**Instructions to follow**
What is the number of lines in the listing below that contain the word "every"? Give only that number.

**Supplied data**
┏━━
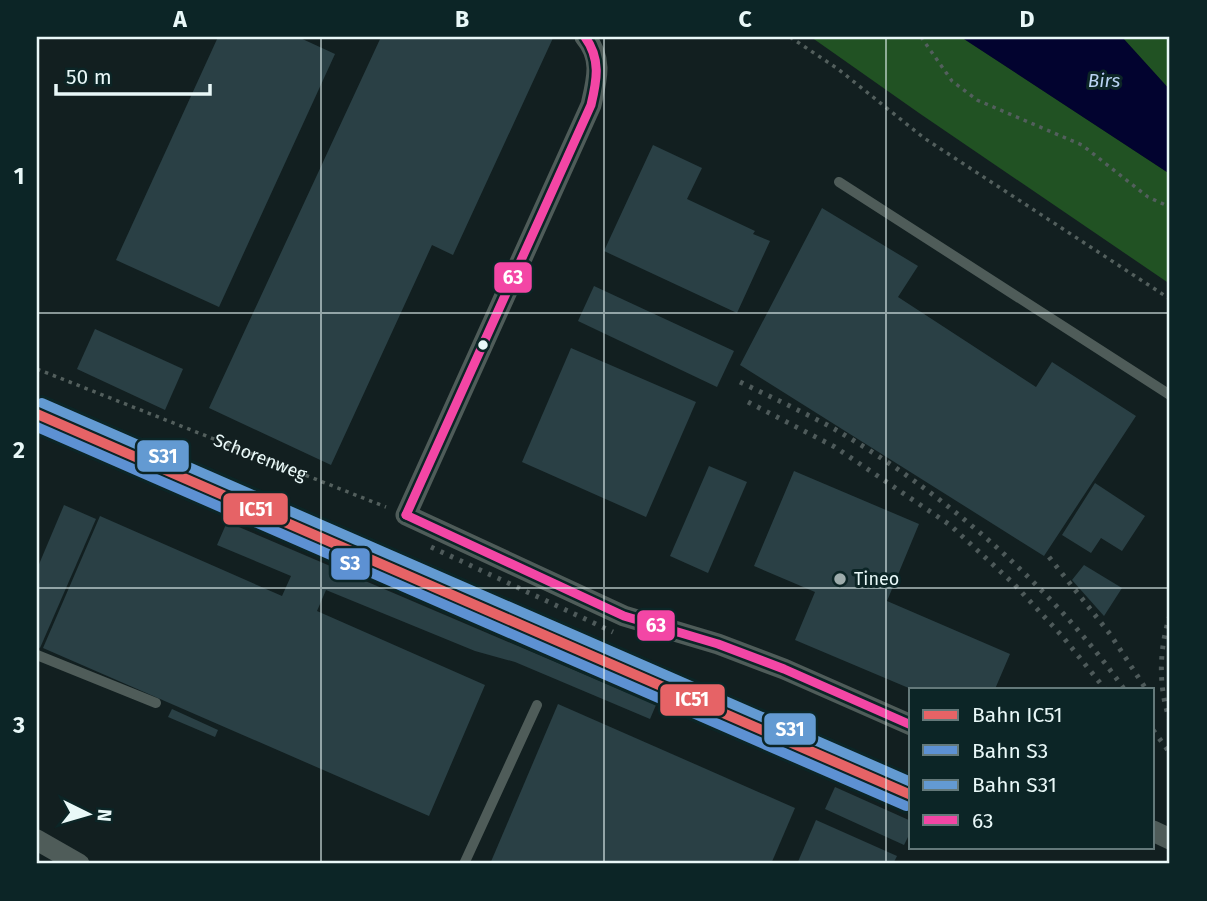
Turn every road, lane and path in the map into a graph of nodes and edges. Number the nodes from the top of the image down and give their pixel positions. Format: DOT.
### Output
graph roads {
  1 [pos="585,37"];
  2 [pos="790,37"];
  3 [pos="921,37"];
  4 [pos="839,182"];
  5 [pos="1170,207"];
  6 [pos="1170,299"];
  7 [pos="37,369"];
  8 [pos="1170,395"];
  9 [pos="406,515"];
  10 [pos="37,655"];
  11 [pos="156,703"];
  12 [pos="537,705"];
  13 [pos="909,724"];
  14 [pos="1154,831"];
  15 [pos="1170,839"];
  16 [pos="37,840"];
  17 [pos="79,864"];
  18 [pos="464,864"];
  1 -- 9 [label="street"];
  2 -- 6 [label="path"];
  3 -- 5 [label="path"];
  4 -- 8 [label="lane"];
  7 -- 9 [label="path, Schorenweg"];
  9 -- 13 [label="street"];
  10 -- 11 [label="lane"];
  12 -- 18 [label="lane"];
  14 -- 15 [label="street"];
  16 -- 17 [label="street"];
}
┗━━
┏━━
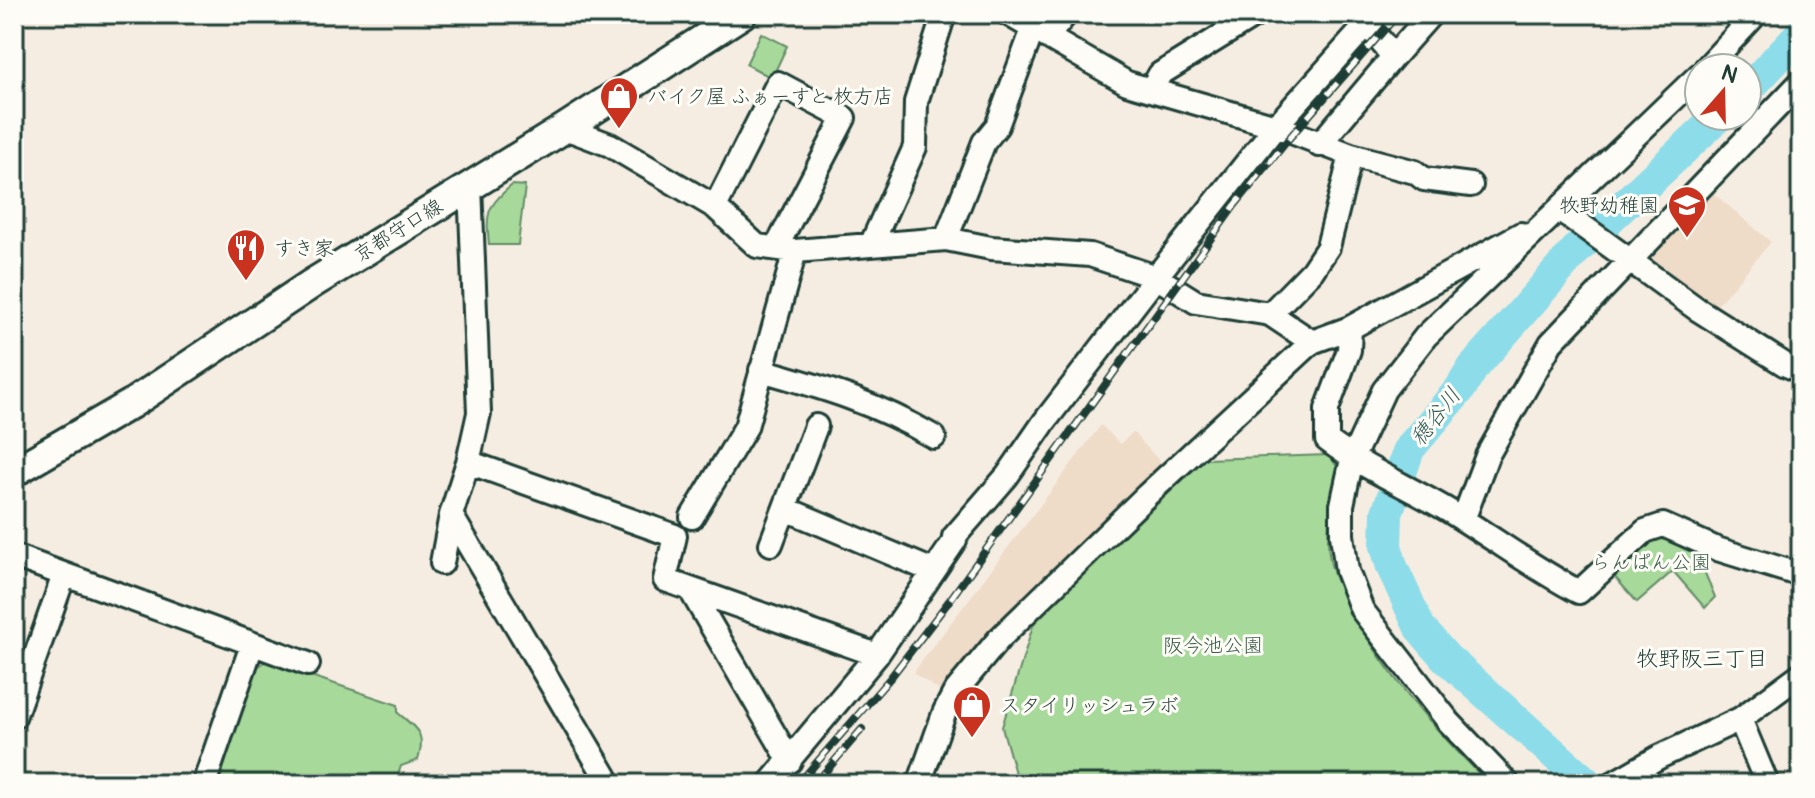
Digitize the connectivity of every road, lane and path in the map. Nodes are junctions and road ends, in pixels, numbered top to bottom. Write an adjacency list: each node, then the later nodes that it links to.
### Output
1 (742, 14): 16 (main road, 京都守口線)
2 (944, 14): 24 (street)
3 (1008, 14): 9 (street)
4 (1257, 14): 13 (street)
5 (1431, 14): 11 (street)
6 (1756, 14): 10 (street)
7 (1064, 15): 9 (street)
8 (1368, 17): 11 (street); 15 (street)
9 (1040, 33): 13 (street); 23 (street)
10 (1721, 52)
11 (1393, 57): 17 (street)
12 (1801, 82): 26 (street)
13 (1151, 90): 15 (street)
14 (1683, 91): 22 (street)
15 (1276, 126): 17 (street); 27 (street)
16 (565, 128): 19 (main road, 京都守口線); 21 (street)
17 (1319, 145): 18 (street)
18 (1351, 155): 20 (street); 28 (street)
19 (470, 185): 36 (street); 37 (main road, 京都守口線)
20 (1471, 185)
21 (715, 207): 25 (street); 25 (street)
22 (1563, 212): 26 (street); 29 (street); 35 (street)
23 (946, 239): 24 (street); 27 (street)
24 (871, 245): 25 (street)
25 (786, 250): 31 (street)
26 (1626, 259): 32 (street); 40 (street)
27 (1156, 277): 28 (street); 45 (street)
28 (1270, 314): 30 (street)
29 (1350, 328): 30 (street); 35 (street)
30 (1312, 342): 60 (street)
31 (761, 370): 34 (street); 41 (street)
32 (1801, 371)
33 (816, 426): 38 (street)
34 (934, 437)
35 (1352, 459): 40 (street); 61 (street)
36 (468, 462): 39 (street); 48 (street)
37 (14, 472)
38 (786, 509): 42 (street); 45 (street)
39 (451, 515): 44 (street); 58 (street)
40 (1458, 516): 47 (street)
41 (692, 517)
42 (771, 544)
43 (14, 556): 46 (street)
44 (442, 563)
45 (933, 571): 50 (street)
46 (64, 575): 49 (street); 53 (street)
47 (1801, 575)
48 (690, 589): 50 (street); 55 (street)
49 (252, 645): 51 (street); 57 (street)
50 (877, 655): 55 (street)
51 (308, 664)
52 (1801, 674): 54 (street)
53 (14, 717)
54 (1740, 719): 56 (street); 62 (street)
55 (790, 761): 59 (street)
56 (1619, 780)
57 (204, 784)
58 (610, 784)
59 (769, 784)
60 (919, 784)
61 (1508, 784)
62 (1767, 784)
┗━━
**Your solution**
2